The ban that Botswana and Namibia imposed on the import of South African citrus and vegetables is a strong political “win” for the two countries, but economically it puts them on the losing side, says Donald MacKay, CEO of XA Global Trade Advisors.
In short:
- The real reason Botswana and Namibia have closed their borders to South African vegetables and citrus may have less to do with protecting domestic markets than with scoring political points.
- Botswana earns most of its income from mining diamonds. This leaves it vulnerable to price fluctuations and drives up inflation.
- Botswana claims it wants to empower local farmers and promote its economy through the closure. Yet most of its domestic citrus production is not intended for the local market and is exported.
MacKay said in an opinion piece that measures seen domestically as promoting the local economy and employment are viewed abroad as protectionism. “It does more harm than good, but governments gain considerable political capital from it.”
The ban that the two Southern African Customs Union (SACU) members placed on the import of vegetables such as potatoes, tomatoes, carrots, cabbage and lettuce was implemented in December 2021 and extended for another two years in December 2023. No notice was given about the extension.
“Our ban on imported vegetables is a powerful step to promote our local farmers and economy. This initiative empowers Botswana by promoting self-sufficiency and improving people’s livelihoods,” President Mokgweetsi Masisi said on X when the ban was extended and a two-month citrus ban was announced.
But is that really the reason for the ban?
MacKay says Botswana is almost exclusively dependent on the diamonds it mines, which means economic diversification is essential. “But it’s really difficult to get right, for the same reason Saudi Arabia struggles to wean itself off its oil dependency.
“If your country has minerals, it’s like having money in the ground, and very few other products weigh up against the economic value added by simply extracting the minerals from the ground.”
With just one mineral, every price fluctuation has major consequences for Botswana’s economy. “The price rises and cash flows into the country, which causes your exchange rate to fall. Then it’s cheaper to import products than to manufacture them locally. So logically you will import.
“When the price of the mineral falls, which still costs the same to mine, you earn just a fraction of the income, your exchange rate weakens, inflation rises, and there are no local industries to protect you against it.”
Thus, economic diversity, just like a diversified personal investment portfolio, can reduce the risk of price fluctuations.
MacKay says SACU member countries are totally dependent on South Africa for the customs union’s industrial policy, but there is no indication that they are involved in any meaningful way in the formulation and implementation of the policy.
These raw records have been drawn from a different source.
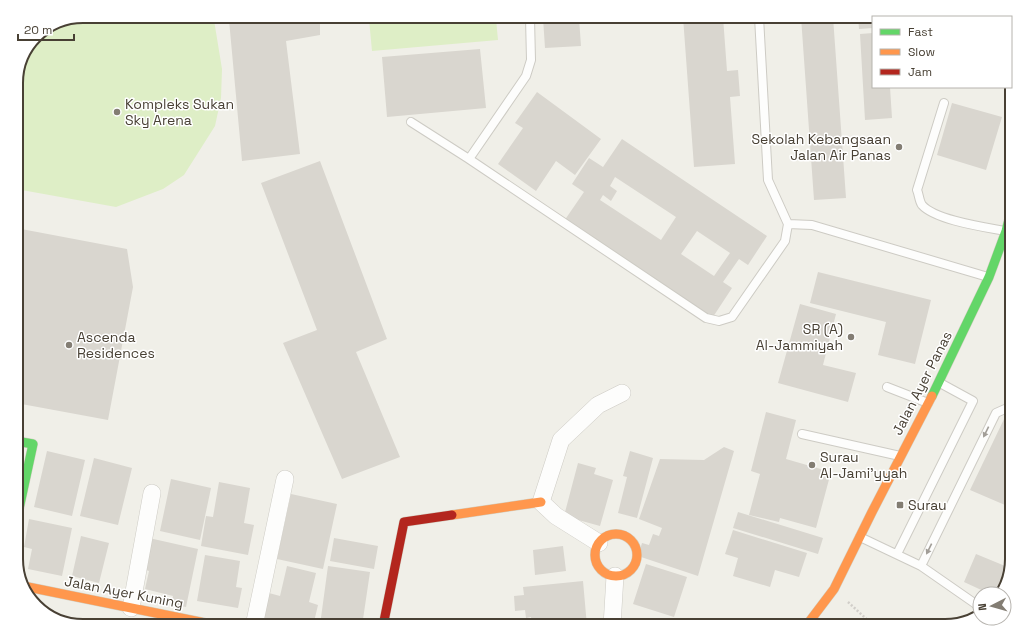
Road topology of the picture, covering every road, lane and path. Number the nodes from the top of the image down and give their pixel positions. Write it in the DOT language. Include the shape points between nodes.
graph roads {
  1 [pos="530,23"];
  2 [pos="759,23"];
  3 [pos="944,102"];
  4 [pos="411,122"];
  5 [pos="470,159"];
  6 [pos="788,224"];
  7 [pos="1005,231"];
  8 [pos="1005,234"];
  9 [pos="989,277"];
  10 [pos="939,383"];
  11 [pos="887,387"];
  12 [pos="622,392"];
  13 [pos="928,403"];
  14 [pos="1005,409"];
  15 [pos="802,434"];
  16 [pos="23,442"];
  17 [pos="901,456"];
  18 [pos="286,479"];
  19 [pos="23,490"];
  20 [pos="152,494"];
  21 [pos="541,502"];
  22 [pos="859,536"];
  23 [pos="600,542"];
  24 [pos="897,554"];
  25 [pos="921,566"];
  26 [pos="615,576"];
  27 [pos="30,587"];
  28 [pos="834,589"];
  29 [pos="972,601"];
  30 [pos="131,608"];
  31 [pos="153,619"];
  32 [pos="256,619"];
  33 [pos="384,619"];
  34 [pos="612,619"];
  35 [pos="811,619"];
  36 [pos="866,619"];
  1 -- 5 [label="lane" via="531,60 526,76"];
  2 -- 6 [label="lane" via="768,180"];
  3 -- 7 [label="lane" via="917,190 921,204 932,214"];
  4 -- 5 [label="lane"];
  5 -- 6 [label="lane" via="706,318 719,321 732,317 785,241"];
  6 -- 9 [label="lane" via="812,225"];
  8 -- 9 [label="street, Jalan Ayer Panas"];
  9 -- 10 [label="street, Jalan Ayer Panas"];
  10 -- 13 [label="street, Jalan Ayer Panas"];
  10 -- 24 [label="lane" via="973,401"];
  11 -- 13 [label="lane"];
  12 -- 21 [label="street" via="598,405 561,440"];
  13 -- 17 [label="street, Jalan Ayer Panas"];
  14 -- 25 [label="lane, one-way" via="996,412"];
  15 -- 17 [label="lane"];
  16 -- 19 [label="street" via="33,444"];
  17 -- 22 [label="street, Jalan Ayer Panas"];
  18 -- 32 [label="street"];
  20 -- 30 [label="street"];
  21 -- 23 [label="street" via="556,516"];
  21 -- 33 [label="street" via="404,522"];
  22 -- 24 [label="lane"];
  22 -- 28 [label="street, Jalan Ayer Panas"];
  23 -- 26 [label="street" via="596,555 599,567"];
  23 -- 26 [label="street" via="618,534 631,540 635,546 637,560 634,567 629,572"];
  24 -- 25 [label="lane"];
  25 -- 29 [label="lane"];
  26 -- 34 [label="street"];
  27 -- 30 [label="street, Jalan Ayer Kuning"];
  28 -- 35 [label="street, Jalan Ayer Panas"];
  28 -- 36 [label="path"];
  30 -- 31 [label="street, Jalan Ayer Kuning"];
}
“Worse still, South Africa has actively undermined their economies in its master plans developed for certain industries over the past five years. But they can do nothing about it because they are also dependent on the income allocated to them according to the SACU formula for sharing income within the union.”
The answer, as South Africa and many other countries worldwide have found, is to close your borders to free trade. “This is no small decision for any of the SACU member countries, because their slice of the pie gets bigger the more they import from South Africa. Botswana earns up to 30% of its total income from this and Namibia up to 32%,” says MacKay.
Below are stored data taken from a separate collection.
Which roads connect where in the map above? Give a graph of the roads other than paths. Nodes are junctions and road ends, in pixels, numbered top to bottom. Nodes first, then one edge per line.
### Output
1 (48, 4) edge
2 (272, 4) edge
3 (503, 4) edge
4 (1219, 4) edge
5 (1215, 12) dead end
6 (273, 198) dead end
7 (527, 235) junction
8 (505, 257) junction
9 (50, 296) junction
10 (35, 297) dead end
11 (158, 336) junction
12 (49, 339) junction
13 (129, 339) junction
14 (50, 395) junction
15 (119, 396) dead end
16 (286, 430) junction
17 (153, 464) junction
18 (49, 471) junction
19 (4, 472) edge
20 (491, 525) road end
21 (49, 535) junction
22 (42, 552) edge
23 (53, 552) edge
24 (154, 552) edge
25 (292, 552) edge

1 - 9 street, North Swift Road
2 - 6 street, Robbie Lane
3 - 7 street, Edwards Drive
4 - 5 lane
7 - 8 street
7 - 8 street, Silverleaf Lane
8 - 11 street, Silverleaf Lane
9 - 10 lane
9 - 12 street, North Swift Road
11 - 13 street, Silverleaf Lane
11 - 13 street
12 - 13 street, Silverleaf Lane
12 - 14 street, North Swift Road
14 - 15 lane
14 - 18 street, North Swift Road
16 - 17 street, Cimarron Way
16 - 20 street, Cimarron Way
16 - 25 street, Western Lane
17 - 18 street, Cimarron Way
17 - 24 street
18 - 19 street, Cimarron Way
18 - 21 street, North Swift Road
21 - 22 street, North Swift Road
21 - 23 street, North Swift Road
If Botswana wants to implement its strategy successfully, without the benefit of import duties that South Africa levies against the rest of the world, it must produce its own vegetables and citrus more competitively than South Africa.
According to MacKay, prospective citrus farmers in Botswana have established trees and started harvesting. “As far as I could determine, most of these citrus fruits are exported abroad, including to America, the European Union and Asia. What remains goes to the Southern African market. There is no significant domestic market.”
Yet it is its domestic market that Botswana has closed to South African products. With this, it risks its income from SACU membership and access to the rest of the union, especially the South African markets.
“It’s a poor economic strategy that won’t improve just because the story the politicians tell sounds good,” says MacKay.
Instead, Botswana should concentrate on expanding its export markets and increasing its competitiveness. “The local market can take care of itself.”